I try to Verbalize, but it seems like I can never do these things justice. I used to write funny reports about bike racing. Then I wrote sad reports about not bike racing. Now I write hopelessy jumbled reports about some bike racing and some other things. Love the struggle! Or something like that… Thanks for checking in.

Impossible

IMG_2481“Just kind of stack your fingers in there and twist them till they get stuck”

Say what?

I’m learning the masochistic art of crack climbing and nothing makes sense anymore. My once-articulate fingers have morphed essentially into meat-cams, and my toes are contorted sideways and wedged into the crack. Even on toprope my panicked head is acutely aware that nothing more than their combined friction is keeping me attached to the rock

Above, I see two endless sheer walls of blank red stone; below the same. I feel like a speck lodged improbably at a strange vertical crossroads, and the crack is getting smaller.

Up, down, left, right- I breathe to myself and finally just jam my mangled fingertips into the seam above, grappling for some sense of security. No dice- my hips swing out and I’m off.
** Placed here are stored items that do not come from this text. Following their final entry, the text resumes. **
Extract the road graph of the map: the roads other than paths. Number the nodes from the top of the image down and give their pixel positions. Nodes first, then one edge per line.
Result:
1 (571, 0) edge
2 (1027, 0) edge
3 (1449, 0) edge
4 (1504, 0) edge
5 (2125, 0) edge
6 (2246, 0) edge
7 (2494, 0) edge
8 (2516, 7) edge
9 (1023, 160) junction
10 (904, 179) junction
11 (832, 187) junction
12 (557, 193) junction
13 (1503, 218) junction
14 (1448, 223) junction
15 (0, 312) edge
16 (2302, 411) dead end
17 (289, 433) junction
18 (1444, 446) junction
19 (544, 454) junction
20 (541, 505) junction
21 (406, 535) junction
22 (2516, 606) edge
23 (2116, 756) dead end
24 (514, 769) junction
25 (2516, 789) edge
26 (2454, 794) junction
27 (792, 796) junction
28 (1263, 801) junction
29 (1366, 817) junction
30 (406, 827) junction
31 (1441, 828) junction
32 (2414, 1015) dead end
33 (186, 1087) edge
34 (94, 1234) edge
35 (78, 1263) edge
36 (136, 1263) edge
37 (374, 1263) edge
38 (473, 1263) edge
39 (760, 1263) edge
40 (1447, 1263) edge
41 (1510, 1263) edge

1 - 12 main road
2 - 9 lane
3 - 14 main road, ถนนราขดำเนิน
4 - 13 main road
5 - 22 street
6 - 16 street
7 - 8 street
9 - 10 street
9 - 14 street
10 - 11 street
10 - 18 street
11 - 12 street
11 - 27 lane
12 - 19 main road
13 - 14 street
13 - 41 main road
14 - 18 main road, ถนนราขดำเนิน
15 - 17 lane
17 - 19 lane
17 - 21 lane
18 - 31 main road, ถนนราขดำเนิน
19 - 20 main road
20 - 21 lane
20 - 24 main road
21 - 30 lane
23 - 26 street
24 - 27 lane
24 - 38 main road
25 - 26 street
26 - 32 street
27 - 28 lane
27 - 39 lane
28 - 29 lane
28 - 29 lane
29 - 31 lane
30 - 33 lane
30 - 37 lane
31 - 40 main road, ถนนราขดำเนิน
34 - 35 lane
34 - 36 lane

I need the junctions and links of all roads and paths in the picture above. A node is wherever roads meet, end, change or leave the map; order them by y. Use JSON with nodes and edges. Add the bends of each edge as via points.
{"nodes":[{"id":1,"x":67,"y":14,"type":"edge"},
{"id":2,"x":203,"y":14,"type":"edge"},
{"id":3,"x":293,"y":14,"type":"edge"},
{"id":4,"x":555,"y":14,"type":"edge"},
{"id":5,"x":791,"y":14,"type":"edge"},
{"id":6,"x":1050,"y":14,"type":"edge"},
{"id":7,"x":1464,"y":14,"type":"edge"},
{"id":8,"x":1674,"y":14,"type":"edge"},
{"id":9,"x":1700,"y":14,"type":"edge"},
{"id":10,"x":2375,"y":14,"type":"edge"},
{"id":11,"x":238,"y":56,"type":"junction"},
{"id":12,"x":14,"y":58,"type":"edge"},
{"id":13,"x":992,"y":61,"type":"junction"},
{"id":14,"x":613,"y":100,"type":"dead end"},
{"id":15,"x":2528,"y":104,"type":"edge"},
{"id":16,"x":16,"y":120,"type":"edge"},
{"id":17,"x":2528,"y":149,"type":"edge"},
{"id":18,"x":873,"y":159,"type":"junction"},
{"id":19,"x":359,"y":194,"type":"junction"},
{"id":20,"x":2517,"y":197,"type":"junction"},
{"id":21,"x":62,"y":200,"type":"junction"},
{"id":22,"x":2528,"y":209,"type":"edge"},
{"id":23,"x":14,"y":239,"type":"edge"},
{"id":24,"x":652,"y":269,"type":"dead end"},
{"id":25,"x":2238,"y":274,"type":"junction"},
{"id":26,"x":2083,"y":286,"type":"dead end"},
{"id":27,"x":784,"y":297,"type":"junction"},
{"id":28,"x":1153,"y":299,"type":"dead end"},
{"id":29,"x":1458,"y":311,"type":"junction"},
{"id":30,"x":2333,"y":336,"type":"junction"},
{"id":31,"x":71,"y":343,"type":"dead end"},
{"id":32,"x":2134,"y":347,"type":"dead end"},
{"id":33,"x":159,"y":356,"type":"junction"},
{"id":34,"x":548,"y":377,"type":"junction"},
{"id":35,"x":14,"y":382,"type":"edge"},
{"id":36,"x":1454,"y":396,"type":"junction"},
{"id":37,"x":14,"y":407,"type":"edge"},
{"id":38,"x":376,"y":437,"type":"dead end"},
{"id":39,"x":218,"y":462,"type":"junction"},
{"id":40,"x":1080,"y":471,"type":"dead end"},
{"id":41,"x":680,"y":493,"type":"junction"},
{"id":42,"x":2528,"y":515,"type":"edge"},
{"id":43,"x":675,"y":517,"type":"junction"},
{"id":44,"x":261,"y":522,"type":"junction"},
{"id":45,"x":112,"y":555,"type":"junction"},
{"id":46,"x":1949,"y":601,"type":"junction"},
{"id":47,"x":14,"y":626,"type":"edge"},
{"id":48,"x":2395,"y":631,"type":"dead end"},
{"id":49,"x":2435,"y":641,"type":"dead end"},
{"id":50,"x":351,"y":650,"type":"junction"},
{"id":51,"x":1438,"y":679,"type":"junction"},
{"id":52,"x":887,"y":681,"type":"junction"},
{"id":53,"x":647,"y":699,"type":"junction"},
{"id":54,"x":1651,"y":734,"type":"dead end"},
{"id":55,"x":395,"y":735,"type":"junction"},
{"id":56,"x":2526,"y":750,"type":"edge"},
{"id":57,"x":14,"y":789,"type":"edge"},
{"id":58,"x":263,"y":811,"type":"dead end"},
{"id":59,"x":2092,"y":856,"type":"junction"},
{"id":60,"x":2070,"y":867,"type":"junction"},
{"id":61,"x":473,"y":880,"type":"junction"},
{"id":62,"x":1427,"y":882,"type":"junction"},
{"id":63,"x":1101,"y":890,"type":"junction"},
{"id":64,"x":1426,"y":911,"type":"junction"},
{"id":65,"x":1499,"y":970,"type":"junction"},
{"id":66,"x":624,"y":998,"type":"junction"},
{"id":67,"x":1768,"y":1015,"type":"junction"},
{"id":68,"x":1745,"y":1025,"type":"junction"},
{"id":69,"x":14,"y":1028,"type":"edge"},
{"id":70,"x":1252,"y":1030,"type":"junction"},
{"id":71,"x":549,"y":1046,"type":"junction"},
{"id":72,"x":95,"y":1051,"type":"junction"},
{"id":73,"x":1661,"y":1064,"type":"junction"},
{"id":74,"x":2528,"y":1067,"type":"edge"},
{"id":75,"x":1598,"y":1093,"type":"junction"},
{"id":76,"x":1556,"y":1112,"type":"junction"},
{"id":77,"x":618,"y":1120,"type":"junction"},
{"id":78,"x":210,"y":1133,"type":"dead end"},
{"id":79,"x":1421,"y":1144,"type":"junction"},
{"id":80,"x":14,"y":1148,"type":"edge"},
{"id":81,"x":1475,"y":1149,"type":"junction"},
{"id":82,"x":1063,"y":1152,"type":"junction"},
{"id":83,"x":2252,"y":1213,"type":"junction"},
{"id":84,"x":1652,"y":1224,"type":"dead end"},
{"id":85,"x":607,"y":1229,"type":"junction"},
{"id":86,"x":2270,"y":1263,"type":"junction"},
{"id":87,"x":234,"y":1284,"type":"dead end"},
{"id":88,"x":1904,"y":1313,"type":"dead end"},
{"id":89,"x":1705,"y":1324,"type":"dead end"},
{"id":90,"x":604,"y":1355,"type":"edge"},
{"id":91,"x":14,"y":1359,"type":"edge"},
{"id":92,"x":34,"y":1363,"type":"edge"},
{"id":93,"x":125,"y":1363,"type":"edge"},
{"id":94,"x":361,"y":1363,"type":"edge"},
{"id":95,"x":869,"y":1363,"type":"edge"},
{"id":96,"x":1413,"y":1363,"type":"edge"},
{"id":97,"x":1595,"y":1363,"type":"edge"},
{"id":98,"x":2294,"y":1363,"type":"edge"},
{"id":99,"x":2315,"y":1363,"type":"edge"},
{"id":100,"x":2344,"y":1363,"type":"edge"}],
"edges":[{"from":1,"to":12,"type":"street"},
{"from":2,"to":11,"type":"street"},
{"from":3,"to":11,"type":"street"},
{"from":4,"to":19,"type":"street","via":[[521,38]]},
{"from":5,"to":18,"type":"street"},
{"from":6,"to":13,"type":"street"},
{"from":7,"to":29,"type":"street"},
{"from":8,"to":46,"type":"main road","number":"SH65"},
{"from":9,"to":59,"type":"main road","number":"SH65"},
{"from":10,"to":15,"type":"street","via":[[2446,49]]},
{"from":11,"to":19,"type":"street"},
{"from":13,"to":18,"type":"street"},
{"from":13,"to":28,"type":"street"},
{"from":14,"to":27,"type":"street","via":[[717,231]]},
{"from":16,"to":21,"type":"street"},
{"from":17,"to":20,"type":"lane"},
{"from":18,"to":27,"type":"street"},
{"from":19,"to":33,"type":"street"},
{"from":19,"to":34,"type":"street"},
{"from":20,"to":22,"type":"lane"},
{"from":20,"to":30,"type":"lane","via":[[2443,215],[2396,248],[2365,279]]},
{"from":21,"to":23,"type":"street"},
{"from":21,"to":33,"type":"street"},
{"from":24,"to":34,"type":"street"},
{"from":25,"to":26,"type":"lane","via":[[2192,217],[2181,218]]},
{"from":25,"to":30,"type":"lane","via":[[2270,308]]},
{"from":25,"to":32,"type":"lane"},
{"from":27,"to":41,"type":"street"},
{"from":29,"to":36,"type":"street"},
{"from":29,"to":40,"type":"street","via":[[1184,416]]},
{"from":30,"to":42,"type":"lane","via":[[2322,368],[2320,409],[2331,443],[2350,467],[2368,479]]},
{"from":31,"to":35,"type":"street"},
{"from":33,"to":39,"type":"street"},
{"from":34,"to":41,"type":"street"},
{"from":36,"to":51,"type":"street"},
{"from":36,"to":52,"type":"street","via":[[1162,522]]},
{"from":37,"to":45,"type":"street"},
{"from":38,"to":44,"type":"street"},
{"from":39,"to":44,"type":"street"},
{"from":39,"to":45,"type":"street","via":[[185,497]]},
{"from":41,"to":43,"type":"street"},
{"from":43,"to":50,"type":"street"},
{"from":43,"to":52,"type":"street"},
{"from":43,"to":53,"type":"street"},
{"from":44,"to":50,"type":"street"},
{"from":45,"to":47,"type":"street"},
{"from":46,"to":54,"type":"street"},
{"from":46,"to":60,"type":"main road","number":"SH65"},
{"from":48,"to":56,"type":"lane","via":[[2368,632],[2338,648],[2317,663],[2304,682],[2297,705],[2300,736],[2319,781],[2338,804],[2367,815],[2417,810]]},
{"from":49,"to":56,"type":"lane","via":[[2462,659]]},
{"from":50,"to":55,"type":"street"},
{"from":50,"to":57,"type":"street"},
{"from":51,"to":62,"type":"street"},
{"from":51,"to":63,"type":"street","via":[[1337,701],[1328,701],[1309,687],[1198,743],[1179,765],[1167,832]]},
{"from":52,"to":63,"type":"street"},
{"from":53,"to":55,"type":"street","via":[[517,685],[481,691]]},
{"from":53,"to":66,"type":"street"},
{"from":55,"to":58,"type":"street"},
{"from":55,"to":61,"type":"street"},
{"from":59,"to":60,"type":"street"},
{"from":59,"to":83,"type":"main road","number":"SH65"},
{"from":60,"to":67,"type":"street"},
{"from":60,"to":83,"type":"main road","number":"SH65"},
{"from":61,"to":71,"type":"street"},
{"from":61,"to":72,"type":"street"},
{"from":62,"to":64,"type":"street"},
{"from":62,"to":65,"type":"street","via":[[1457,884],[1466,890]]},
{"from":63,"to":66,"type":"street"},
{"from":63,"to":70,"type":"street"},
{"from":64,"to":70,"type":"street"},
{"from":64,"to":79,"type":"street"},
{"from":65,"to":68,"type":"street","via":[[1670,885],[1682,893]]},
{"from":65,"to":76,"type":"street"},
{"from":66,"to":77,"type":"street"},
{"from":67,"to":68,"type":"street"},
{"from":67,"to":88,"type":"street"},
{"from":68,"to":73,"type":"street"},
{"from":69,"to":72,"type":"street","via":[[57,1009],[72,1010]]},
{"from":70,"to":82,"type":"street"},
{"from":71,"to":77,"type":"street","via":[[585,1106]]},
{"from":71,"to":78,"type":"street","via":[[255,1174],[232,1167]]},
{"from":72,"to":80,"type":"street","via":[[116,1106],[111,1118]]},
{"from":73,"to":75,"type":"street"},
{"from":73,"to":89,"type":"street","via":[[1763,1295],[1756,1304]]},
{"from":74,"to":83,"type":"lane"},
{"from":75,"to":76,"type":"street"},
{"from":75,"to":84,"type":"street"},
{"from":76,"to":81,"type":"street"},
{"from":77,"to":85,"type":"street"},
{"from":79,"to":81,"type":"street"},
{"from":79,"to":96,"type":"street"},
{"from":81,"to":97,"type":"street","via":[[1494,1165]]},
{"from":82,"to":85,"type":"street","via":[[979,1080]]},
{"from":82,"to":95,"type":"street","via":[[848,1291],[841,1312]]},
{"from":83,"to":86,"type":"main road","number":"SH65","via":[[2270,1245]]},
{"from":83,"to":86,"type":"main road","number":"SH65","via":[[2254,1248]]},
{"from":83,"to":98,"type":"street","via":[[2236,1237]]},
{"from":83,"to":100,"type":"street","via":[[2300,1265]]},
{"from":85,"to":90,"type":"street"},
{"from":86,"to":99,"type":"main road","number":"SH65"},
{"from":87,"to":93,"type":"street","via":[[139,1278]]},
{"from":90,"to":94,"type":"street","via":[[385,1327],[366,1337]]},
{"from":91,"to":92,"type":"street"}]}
IMG_2563It’s a pretty typical introduction to this side of the sport. You’re given something impossible, and then you flail at it and try to make it something else. All signs continue to indicate that “impossible” is indeed the case, but then something happens; your body finds just the right way to jam or friction or in some cases just brutally will itself upward, and impossible begins to change. It’s that easy.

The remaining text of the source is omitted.